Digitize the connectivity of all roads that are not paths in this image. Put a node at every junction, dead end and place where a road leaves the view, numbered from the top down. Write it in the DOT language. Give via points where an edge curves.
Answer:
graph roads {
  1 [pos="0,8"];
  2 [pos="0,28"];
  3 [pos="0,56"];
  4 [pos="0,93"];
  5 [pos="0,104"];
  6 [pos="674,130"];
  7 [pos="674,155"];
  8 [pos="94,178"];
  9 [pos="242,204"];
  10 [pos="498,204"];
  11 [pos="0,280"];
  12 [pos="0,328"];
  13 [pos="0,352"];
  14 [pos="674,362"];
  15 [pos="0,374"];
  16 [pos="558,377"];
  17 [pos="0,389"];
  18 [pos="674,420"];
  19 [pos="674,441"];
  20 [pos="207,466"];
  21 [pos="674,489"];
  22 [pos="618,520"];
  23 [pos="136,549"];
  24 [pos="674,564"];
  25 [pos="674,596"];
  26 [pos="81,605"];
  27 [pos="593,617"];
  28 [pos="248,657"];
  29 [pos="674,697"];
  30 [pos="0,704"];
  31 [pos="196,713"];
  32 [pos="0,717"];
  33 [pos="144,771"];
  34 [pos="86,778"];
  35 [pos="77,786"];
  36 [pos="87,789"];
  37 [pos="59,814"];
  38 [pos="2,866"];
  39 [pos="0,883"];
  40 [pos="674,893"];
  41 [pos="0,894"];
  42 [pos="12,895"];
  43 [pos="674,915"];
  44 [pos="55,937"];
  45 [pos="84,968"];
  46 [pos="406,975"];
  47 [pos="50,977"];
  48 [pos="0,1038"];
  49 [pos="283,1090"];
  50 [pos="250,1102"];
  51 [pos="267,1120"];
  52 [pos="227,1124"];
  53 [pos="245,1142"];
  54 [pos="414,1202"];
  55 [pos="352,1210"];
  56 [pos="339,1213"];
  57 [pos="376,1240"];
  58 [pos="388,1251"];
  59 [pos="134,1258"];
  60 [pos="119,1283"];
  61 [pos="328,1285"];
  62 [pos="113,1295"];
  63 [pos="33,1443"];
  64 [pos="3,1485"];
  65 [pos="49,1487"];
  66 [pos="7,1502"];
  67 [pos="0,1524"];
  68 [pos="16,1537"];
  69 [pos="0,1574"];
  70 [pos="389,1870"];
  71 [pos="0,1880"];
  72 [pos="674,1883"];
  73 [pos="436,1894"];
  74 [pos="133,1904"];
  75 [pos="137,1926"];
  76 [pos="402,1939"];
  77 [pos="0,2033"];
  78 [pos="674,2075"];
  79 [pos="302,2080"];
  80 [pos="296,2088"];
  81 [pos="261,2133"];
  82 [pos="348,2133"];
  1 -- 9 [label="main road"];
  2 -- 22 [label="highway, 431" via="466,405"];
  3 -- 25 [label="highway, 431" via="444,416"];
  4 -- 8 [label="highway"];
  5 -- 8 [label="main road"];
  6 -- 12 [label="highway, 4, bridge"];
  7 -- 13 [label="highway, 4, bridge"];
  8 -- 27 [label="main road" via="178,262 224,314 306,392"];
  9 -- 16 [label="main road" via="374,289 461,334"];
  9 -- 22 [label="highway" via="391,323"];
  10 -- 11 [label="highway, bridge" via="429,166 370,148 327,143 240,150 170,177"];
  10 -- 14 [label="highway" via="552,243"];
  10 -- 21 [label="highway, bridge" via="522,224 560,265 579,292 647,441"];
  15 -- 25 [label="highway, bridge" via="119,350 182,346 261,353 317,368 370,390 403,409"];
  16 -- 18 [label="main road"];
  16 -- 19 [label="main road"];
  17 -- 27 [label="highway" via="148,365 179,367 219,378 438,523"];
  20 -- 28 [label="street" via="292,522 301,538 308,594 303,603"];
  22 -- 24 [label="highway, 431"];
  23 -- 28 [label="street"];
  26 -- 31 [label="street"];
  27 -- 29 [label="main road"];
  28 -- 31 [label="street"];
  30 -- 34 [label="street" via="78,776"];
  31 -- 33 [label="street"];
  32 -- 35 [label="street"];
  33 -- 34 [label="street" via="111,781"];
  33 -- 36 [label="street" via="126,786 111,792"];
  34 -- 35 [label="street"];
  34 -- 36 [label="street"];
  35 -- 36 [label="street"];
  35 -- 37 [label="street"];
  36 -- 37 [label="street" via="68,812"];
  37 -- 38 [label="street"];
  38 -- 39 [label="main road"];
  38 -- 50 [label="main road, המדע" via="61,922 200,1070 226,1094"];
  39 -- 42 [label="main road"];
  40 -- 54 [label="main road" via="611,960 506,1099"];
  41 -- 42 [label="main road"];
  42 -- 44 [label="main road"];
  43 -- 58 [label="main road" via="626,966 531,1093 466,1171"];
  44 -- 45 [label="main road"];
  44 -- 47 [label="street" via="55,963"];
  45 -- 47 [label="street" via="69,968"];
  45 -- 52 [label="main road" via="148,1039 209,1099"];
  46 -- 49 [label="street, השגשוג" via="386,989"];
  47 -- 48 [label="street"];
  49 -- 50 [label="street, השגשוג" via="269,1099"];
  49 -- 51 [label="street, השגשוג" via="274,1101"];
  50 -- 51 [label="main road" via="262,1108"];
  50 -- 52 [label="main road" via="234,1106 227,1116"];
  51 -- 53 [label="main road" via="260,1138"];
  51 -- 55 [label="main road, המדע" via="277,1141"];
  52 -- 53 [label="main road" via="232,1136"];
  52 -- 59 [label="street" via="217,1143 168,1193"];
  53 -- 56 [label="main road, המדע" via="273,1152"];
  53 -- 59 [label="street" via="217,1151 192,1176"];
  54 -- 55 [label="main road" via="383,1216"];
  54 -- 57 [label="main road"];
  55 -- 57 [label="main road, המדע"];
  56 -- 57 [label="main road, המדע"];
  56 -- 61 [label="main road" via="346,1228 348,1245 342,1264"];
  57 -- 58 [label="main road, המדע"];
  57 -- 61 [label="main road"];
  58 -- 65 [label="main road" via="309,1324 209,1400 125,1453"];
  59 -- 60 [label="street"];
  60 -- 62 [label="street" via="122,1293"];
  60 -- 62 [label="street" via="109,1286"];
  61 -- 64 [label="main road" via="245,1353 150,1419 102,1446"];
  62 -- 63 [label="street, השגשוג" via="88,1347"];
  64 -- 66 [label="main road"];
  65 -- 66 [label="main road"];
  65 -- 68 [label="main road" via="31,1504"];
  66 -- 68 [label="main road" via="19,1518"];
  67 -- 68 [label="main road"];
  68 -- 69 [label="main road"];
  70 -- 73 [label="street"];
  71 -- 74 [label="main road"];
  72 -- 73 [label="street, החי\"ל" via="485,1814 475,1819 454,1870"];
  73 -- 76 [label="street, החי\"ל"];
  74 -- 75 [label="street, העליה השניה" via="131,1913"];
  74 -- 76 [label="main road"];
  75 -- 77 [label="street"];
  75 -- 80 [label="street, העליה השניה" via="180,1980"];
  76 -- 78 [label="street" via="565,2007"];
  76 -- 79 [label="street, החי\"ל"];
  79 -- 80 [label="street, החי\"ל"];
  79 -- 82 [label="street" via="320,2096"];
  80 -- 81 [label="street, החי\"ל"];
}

==========

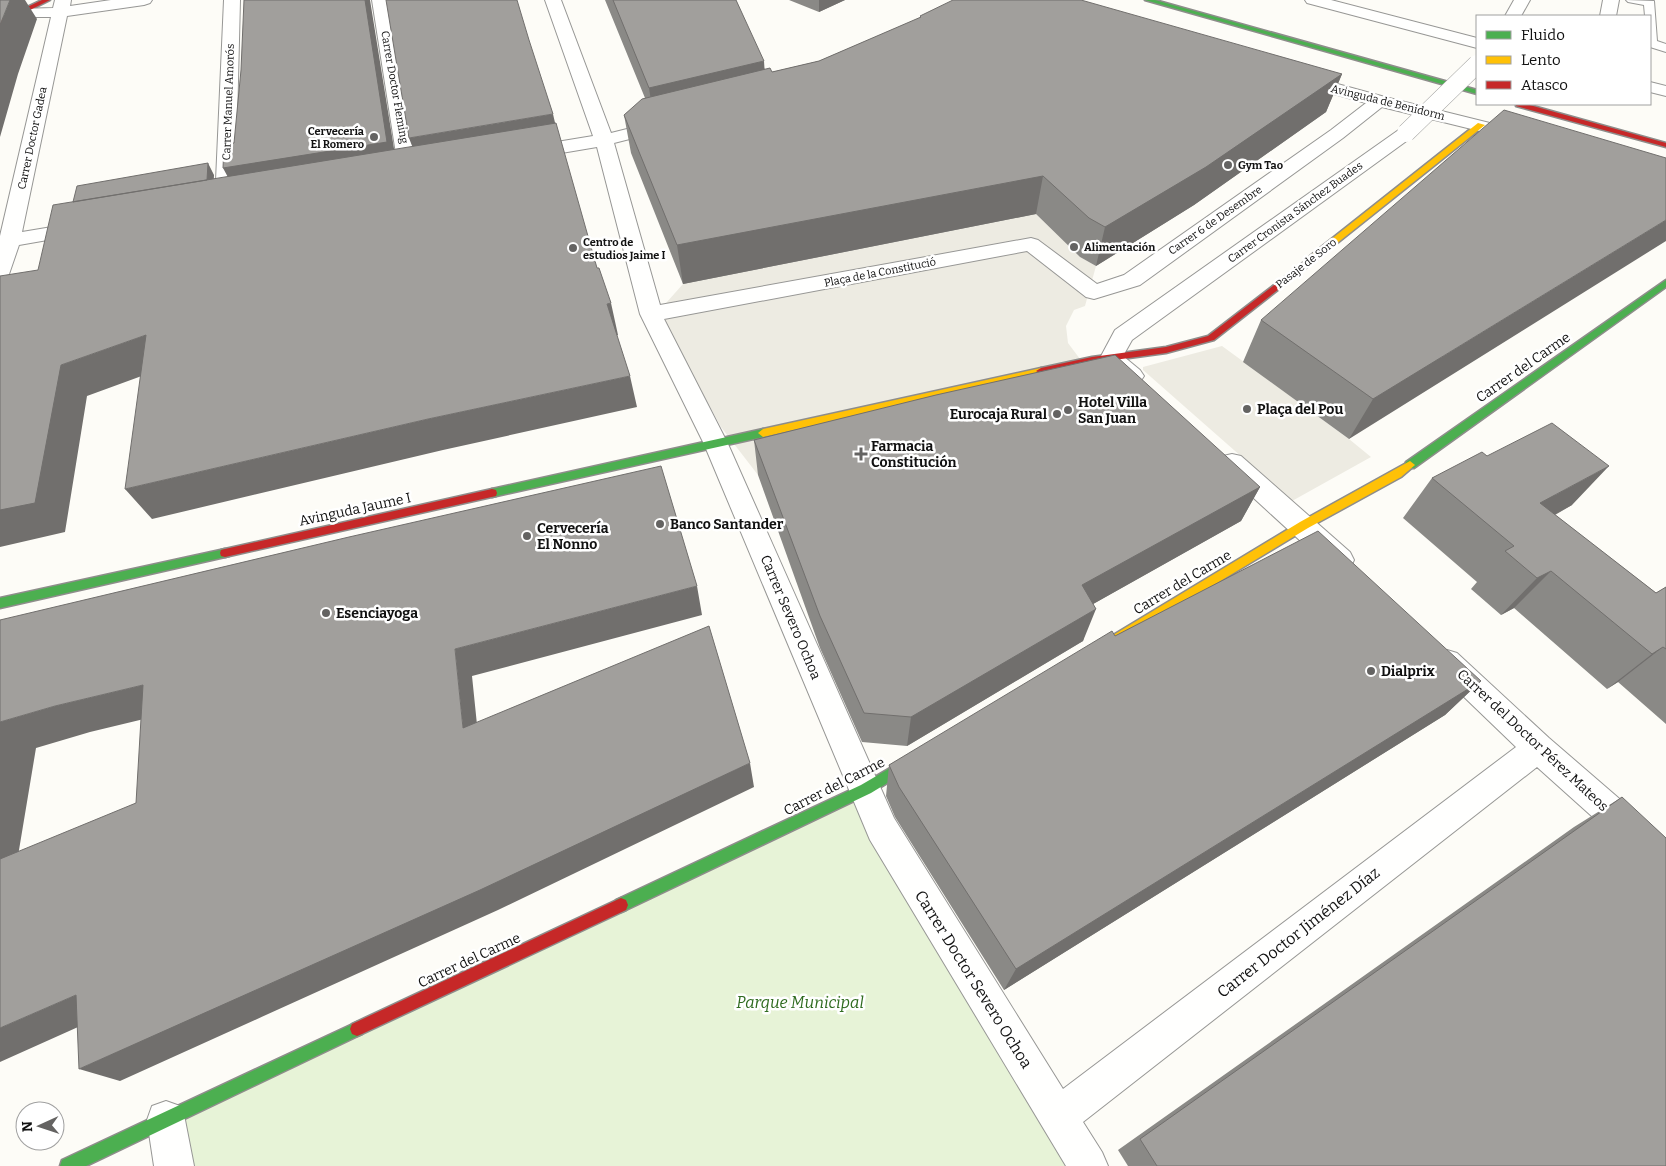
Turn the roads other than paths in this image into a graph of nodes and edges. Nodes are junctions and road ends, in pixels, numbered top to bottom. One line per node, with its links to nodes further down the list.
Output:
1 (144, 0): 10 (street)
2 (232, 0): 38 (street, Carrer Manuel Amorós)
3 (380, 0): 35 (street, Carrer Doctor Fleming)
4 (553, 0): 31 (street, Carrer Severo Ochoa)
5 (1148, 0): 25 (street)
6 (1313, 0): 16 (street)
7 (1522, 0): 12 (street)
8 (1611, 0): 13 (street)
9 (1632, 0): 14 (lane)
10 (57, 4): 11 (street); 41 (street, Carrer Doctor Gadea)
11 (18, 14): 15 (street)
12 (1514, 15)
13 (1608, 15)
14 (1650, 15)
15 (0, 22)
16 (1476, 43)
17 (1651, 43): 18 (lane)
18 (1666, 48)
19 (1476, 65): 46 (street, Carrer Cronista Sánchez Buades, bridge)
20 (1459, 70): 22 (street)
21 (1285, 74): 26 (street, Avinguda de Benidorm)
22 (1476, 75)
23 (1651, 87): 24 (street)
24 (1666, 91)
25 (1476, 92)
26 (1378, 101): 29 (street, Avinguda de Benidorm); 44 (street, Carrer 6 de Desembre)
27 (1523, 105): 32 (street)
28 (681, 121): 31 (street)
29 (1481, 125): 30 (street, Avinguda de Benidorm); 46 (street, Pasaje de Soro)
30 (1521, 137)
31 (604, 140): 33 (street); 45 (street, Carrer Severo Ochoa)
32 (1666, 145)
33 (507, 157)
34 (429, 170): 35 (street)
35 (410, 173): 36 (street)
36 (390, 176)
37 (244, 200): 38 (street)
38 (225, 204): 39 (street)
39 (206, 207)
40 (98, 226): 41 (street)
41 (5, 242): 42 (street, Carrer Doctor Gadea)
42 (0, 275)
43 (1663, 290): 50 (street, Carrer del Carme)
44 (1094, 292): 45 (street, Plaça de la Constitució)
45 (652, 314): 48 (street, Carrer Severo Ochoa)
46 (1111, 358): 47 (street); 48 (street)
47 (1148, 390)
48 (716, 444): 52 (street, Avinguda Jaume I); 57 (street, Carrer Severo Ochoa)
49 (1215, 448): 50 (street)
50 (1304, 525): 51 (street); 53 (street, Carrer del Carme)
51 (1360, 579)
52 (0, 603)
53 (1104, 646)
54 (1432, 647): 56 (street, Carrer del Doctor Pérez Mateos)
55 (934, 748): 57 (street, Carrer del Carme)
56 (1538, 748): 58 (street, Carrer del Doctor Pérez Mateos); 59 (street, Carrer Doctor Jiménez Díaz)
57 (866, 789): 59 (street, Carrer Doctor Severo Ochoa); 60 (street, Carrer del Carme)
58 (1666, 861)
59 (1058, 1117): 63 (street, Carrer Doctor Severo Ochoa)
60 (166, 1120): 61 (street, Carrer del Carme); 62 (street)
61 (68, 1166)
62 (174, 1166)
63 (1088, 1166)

==========

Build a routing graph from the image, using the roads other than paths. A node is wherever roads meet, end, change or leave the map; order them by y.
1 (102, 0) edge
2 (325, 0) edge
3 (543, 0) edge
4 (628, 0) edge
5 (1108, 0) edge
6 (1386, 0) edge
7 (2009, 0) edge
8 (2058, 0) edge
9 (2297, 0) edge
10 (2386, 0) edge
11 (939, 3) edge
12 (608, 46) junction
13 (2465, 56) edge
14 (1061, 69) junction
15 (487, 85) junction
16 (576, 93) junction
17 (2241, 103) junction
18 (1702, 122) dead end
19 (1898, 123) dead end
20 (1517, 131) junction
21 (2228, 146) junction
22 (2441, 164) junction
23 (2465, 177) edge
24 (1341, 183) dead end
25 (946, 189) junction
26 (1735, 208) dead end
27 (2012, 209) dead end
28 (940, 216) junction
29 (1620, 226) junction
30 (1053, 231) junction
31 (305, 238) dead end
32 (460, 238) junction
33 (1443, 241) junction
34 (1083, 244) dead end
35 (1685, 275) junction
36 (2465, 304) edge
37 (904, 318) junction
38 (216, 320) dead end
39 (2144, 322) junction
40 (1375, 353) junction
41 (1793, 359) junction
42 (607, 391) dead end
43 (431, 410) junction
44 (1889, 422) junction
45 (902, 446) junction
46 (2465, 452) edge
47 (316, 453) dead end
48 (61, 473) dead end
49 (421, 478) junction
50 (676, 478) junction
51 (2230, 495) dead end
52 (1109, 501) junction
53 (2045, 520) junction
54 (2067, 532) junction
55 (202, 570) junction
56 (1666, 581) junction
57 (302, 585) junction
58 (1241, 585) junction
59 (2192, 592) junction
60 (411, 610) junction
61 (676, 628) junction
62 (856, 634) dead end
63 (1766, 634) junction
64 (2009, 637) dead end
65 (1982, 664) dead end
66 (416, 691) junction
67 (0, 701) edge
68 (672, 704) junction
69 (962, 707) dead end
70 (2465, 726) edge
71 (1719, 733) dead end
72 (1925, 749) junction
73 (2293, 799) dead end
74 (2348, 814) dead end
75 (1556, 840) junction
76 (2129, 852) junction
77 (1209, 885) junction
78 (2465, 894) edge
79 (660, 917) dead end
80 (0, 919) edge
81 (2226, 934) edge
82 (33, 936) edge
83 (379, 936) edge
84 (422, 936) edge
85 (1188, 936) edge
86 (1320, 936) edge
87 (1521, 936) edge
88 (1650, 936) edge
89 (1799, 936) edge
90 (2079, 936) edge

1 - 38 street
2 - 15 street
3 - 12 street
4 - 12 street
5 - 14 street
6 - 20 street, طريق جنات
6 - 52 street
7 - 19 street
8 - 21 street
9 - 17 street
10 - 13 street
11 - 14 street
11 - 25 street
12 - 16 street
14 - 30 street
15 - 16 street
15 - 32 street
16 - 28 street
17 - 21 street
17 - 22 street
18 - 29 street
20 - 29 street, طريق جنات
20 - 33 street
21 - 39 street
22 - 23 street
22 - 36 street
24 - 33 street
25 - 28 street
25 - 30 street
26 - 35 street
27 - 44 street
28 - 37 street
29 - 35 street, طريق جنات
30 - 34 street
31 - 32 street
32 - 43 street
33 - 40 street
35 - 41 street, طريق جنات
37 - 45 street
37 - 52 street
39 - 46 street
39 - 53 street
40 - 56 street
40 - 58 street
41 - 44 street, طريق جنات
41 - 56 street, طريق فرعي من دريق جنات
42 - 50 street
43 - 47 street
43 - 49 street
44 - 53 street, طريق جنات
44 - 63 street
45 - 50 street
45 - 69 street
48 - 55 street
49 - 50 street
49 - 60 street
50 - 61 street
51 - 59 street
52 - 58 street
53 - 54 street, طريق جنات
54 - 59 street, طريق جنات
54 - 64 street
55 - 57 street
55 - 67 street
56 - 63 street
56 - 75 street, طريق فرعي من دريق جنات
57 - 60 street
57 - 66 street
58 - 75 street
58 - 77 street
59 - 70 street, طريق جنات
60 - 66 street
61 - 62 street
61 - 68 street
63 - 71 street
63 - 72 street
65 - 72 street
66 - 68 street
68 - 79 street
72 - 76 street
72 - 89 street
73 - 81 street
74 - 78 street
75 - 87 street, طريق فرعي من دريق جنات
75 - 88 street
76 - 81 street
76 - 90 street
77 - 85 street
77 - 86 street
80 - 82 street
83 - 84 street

==========

• **Task prompt**
Of the lines above, copy each that contains "فرعي".

• **Worked solution**
41 - 56 street, طريق فرعي من دريق جنات
56 - 75 street, طريق فرعي من دريق جنات
75 - 87 street, طريق فرعي من دريق جنات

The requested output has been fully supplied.